Work instructions
Only the lines from the one holding "thumb tip: (956, 760)" to the end of the data should be echoed, exactly as they appear, minus the pictures.

Source information
====
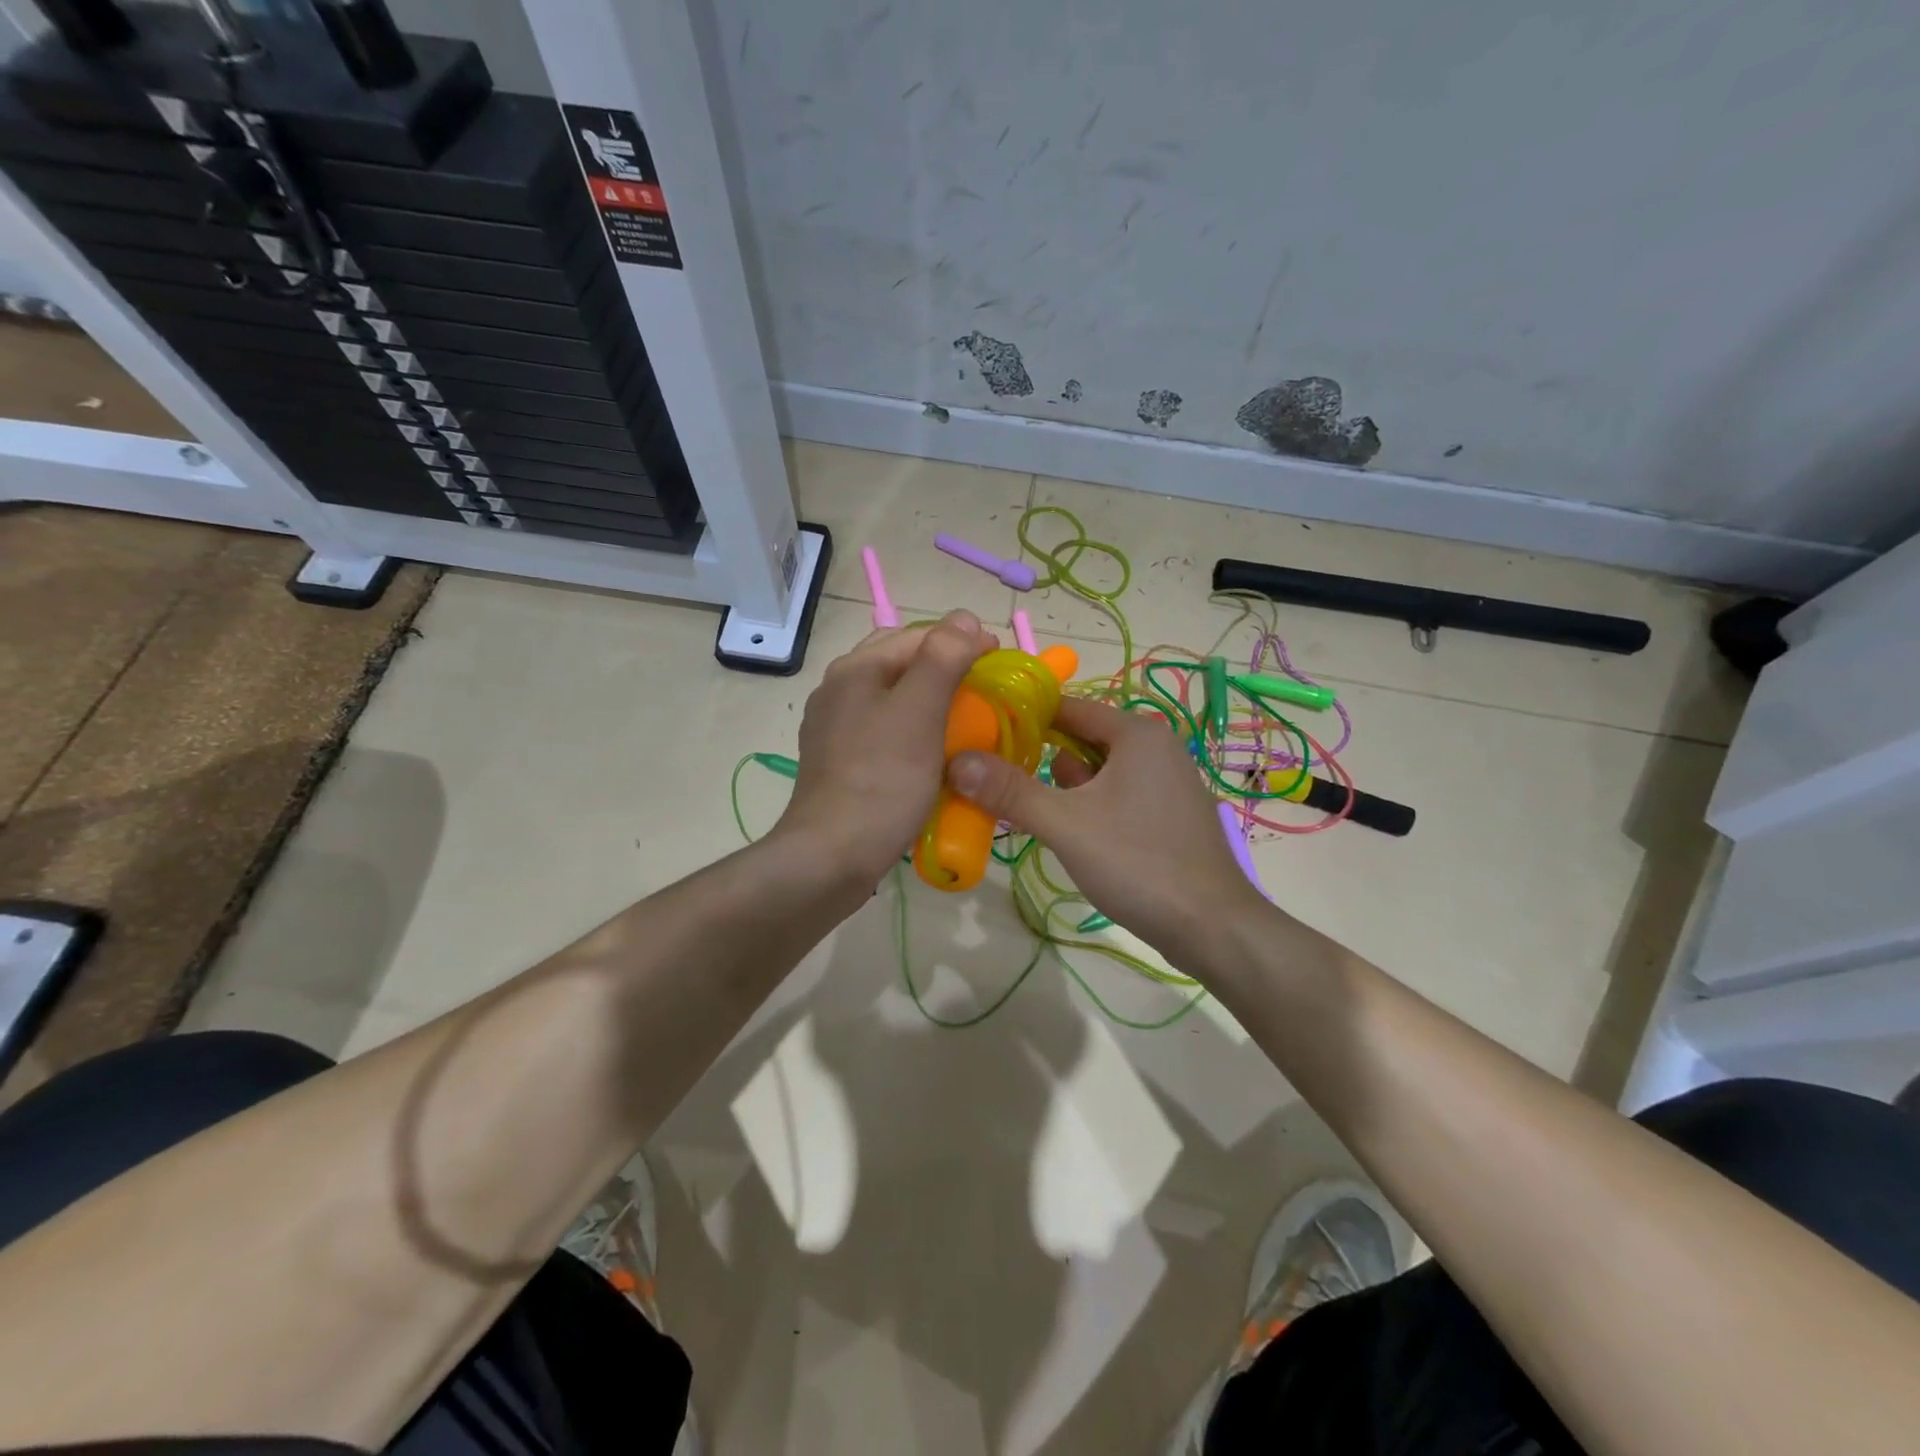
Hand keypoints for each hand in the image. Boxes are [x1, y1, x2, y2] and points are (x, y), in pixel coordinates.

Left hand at [774, 611, 996, 885]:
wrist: (831, 857)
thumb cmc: (882, 780)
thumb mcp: (919, 712)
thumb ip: (943, 658)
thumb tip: (965, 618)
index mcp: (857, 669)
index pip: (919, 635)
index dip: (964, 642)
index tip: (1000, 666)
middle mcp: (839, 690)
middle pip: (903, 666)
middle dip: (947, 673)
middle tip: (985, 695)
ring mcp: (835, 729)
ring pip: (895, 701)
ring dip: (932, 706)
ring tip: (966, 726)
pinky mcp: (839, 763)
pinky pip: (886, 735)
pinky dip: (915, 736)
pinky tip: (933, 758)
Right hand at [948, 696, 1266, 961]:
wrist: (1212, 927)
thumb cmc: (1139, 863)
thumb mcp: (1066, 825)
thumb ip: (1010, 791)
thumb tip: (956, 760)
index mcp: (1137, 734)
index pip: (1067, 707)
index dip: (1023, 719)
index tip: (982, 737)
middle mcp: (1155, 747)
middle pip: (1080, 740)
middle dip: (1043, 763)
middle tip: (1002, 788)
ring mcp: (1166, 782)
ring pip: (1096, 773)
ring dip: (1065, 792)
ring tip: (1033, 816)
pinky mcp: (1167, 814)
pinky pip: (1115, 796)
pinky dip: (1089, 809)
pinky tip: (1073, 838)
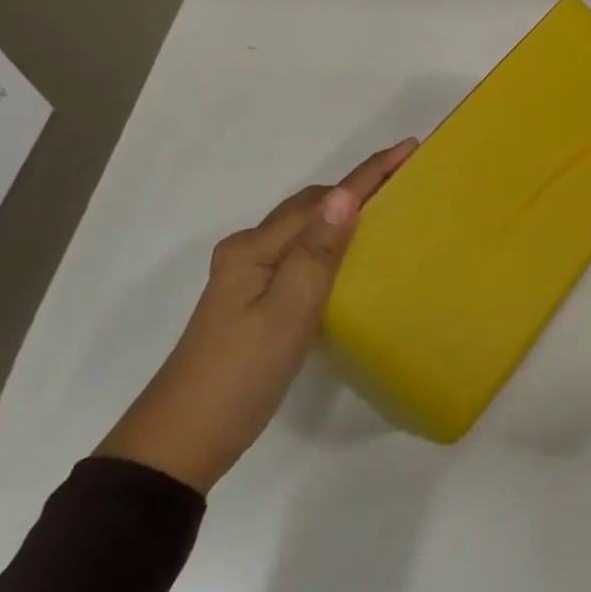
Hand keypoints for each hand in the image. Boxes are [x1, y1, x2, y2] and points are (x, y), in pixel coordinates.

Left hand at [96, 139, 417, 492]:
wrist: (180, 443)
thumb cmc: (240, 375)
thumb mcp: (287, 313)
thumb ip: (317, 252)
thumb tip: (346, 195)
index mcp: (255, 249)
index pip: (323, 200)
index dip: (369, 173)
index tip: (410, 148)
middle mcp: (248, 252)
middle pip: (310, 206)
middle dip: (357, 187)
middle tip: (405, 179)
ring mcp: (246, 276)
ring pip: (304, 229)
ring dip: (343, 213)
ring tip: (387, 210)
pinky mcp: (251, 300)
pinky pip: (299, 253)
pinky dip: (329, 242)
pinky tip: (348, 257)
====
Result for this task
thumb tip: (956, 760)
index mcp: (1137, 734)
index pip: (1067, 707)
index dip: (1023, 719)
index tip: (982, 737)
middle mcp: (1155, 747)
middle pip: (1080, 740)
middle dip: (1043, 763)
middle tip: (1002, 788)
ring mcp: (1166, 782)
ring pip: (1096, 773)
ring dip: (1065, 792)
ring tip: (1033, 816)
pinky mcp: (1167, 814)
pinky pip: (1115, 796)
pinky dip: (1089, 809)
pinky tip: (1073, 838)
Hand keypoints for each hand in the image. Boxes are [x1, y1, x2, y2] and points are (x, y), in pixel coordinates.

Left hand at [96, 139, 417, 492]:
wrist: (180, 443)
thumb cmc: (240, 375)
thumb mcp: (287, 313)
thumb ip: (317, 252)
thumb tip: (346, 195)
index mcp: (255, 249)
index pip: (323, 200)
index dip: (369, 173)
index tip: (410, 148)
middle mcp: (248, 252)
middle pip: (310, 206)
middle dip: (357, 187)
middle tip: (405, 179)
ring mcp: (246, 276)
ring pip: (304, 229)
ring dip: (343, 213)
ring tip: (387, 210)
pinky mcp: (251, 300)
pinky pip: (299, 253)
pinky dip: (329, 242)
pinky tip: (348, 257)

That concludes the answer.